Monday, October 26, 2009

you know things have changed when on a long car ride you find yourself listening to elmo's song and mister wiggles instead of your ipod shuffle. and instead of getting the latest carrie underwood song stuck in your head its Sesame street.

needless to say it was an amazing weekend back home to cleveland, and i had a redneck shower so my kitchen is pretty much stocked with things..no more resourcefullness of foil, although it would make a pretty neat book.


im blessed with an amazing family that gives and gives, and loves and loves. its never-ending. It was hard to realize how far i am from them, how much less ig et to see them, the people who molded me and formed me into the woman that i now am... played such a huge part in that and now so far away. i dont want it to feel like im far away and not around much, i want to be around and in there lives. mark and i were talking how we dont want mason to forget everyone he met, the only way to do that is to have frequent trips. i want my kids to be as close to my family as iw as when iwas growing up. thats so important to me, and i dont want distance to effect itl. i think if im determined it will happen.
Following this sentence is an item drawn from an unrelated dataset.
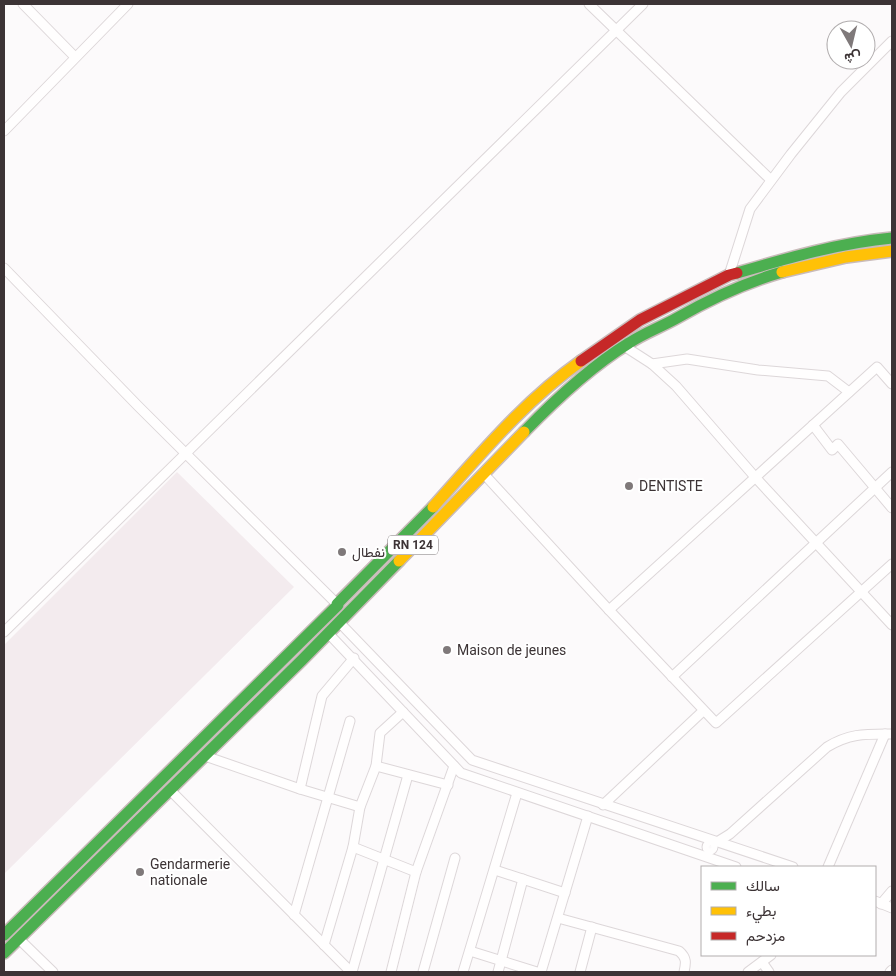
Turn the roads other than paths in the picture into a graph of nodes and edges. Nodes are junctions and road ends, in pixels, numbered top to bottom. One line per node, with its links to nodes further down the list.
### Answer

anways i read in my moms blog about how her mother is becoming her grandmother, and she is turning into her mother. and i laughed because just last night i looked at my mom sitting in the rocking chair and i watched her mannerisms as she played with mason...the way she looked her hair up in a messy pony, a baggy shirt, sweatpants....and i though "thats me" every move she maked, the tone of her voice it was like looking in a mirror...i am becoming my mother. i think this is a natural progression of life....you get busy with work and kids and suddenly youre not the girl with new cute top, skinny jeans, boots, a fake bake tan, white teeth, going out to get some drinks...instead youre more comfortable in that baggy t-shirt and messy pony. because life is busy and you dont just take care of yourself anymore but a little life that looks to you for kisses when he gets a booboo and daddy just says "hes all right, be tough" (although mark rarely does that!)
and i dont think thats such a bad thing. im proud to be my mommy, and ill be proud to be nana, or grandma or aunt lucy....if its one thing my family has its powerful strong beautiful women.

i had tea with my mom, sat and talked, and it was like soul nourishment, to have that one person in this world that knows you frm the moment you were nothing but a centimeter in size. who formed you your whole life and knows how you think and the right thing to say and will never judge you because no matter what she loves you, she created you! i still can feel like her little girl and that makes me so sad because i still want to be that little girl, and i know in her heart i always will be.

anyways, im gettin my period in a few days so thats why im so emotional . im headed back to work wednesday so tomorrow is my lsat day of play on this unexpected vacation ! i think mark and i are going to hit up some of the bourbon trail and finish doing laundry and putting clothes away but well see because i have no intention of setting an alarm and being on any sort of a schedule.

but its nice to blog again and iw ill make more of an effort to do that. life isnt as boring as it seems when you sit down and thing about it...thers always a story somewhere that can be told!